Retno menilai pada saat raker yang sempat diskors karena keterlambatan Mendikbud tersebut Kemdikbud tampak membela diri dengan cara yang dipaksakan dan mencari kambing hitam. Sehingga hal yang wajar, Retno menuturkan, respon para anggota Komisi X yang hadir terkesan murka.
Raker Komisi X DPR RI dengan Kemdikbud yang secara khusus membahas mengenai kisruh pelaksanaan UN SMA sederajat tahun 2013 tersebut, berlangsung alot hingga menghabiskan waktu hampir 10 jam pada Jumat (26/4) kemarin.

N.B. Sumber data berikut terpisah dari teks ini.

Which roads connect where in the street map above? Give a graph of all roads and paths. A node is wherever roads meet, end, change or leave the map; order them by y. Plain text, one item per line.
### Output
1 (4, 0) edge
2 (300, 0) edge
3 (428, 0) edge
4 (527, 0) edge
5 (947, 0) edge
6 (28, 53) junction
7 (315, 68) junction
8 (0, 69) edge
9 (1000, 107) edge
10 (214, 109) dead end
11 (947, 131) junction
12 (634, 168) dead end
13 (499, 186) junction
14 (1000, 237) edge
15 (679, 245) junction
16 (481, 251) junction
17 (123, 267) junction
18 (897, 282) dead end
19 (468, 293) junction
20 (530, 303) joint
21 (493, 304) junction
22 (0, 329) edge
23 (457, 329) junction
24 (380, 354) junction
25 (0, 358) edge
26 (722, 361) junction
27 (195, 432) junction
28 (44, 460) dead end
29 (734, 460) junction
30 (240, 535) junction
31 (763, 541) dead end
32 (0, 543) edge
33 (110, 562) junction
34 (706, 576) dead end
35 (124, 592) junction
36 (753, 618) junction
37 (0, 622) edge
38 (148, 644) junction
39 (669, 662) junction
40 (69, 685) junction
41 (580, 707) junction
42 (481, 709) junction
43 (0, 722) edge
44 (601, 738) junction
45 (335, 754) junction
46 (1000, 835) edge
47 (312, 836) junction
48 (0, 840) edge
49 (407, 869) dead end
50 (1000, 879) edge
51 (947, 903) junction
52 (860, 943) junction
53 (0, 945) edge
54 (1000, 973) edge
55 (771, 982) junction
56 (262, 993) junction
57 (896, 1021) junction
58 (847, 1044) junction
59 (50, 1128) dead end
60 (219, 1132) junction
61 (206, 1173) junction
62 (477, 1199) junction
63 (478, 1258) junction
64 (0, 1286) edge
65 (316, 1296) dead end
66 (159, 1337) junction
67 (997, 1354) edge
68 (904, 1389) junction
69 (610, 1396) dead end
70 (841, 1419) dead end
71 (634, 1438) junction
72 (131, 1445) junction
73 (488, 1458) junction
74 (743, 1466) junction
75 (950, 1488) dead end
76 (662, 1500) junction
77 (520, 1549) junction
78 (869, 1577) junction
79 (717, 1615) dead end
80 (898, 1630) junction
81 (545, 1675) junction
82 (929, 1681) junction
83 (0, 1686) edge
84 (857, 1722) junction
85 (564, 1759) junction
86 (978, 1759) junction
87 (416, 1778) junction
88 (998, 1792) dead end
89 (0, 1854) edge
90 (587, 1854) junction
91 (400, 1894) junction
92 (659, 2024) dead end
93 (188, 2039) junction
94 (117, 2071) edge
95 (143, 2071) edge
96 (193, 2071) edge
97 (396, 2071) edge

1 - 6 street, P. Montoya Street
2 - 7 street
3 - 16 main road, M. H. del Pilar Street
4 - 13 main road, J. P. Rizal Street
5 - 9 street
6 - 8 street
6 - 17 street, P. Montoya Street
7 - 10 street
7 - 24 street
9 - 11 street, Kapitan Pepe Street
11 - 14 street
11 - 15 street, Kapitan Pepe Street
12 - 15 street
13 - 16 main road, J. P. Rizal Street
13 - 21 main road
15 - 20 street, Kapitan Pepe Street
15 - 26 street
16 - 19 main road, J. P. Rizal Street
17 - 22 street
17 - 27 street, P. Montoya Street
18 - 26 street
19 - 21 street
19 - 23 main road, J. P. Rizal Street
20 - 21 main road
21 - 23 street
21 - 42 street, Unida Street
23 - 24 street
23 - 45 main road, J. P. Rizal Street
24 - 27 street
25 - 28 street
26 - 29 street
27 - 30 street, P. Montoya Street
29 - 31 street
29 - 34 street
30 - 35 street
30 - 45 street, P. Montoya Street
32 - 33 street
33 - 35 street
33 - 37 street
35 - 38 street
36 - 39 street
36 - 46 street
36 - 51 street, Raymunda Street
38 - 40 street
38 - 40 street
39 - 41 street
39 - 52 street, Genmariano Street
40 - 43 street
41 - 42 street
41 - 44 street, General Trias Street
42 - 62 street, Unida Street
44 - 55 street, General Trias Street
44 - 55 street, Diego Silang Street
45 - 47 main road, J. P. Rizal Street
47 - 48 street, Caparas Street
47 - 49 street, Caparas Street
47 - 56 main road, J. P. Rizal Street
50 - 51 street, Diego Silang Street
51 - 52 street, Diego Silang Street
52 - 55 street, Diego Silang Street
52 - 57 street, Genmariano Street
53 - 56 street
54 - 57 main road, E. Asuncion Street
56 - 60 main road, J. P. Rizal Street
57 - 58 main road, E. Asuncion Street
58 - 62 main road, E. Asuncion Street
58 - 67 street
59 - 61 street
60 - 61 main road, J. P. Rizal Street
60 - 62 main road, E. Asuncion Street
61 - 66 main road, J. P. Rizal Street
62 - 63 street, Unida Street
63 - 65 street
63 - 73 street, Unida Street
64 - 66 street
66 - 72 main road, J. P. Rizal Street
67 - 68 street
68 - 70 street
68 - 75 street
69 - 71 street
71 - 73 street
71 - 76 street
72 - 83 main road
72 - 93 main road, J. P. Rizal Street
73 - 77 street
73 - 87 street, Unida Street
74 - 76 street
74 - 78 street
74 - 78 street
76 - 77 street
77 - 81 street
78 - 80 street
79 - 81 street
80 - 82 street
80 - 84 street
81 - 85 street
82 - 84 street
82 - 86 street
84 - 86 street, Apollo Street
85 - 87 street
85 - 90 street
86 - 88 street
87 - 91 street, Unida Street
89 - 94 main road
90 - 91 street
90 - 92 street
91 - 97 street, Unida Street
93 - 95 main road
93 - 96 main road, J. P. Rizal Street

Setelah 15 anggota dewan dari sekitar 30 yang hadir mengungkapkan rasa prihatin serta kekecewaan, dan melontarkan rentetan pertanyaan kepada Mendikbud Muhammad Nuh, akhirnya rapat menyimpulkan empat poin dengan beberapa catatan.
Namun, sebelum mendapatkan kesepakatan mengenai kesimpulan, terjadi ketidaksepakatan mengenai arti dari kesimpulan raker ini, antara Ketua Komisi X Agus Hermanto dengan Zulfadhli dari Fraksi Partai Golongan Karya sehingga rapat harus diskors.
Jika Ketua Raker dari Fraksi Partai Demokrat menyatakan bahwa kesimpulan harus melibatkan kesepakatan dari pihak pemerintah (Kemendikbud), Zulfadhli dengan tegas menolak. Karena, menurutnya, kesimpulan adalah sikap politik dari anggota dewan yang mewakili fraksi. Tetapi, usai seluruh pihak melakukan diskusi pada saat skors, didapat kesamaan pandangan dan lahir kesimpulan yang merupakan pernyataan sikap Komisi X dengan disepakati oleh Kemendikbud.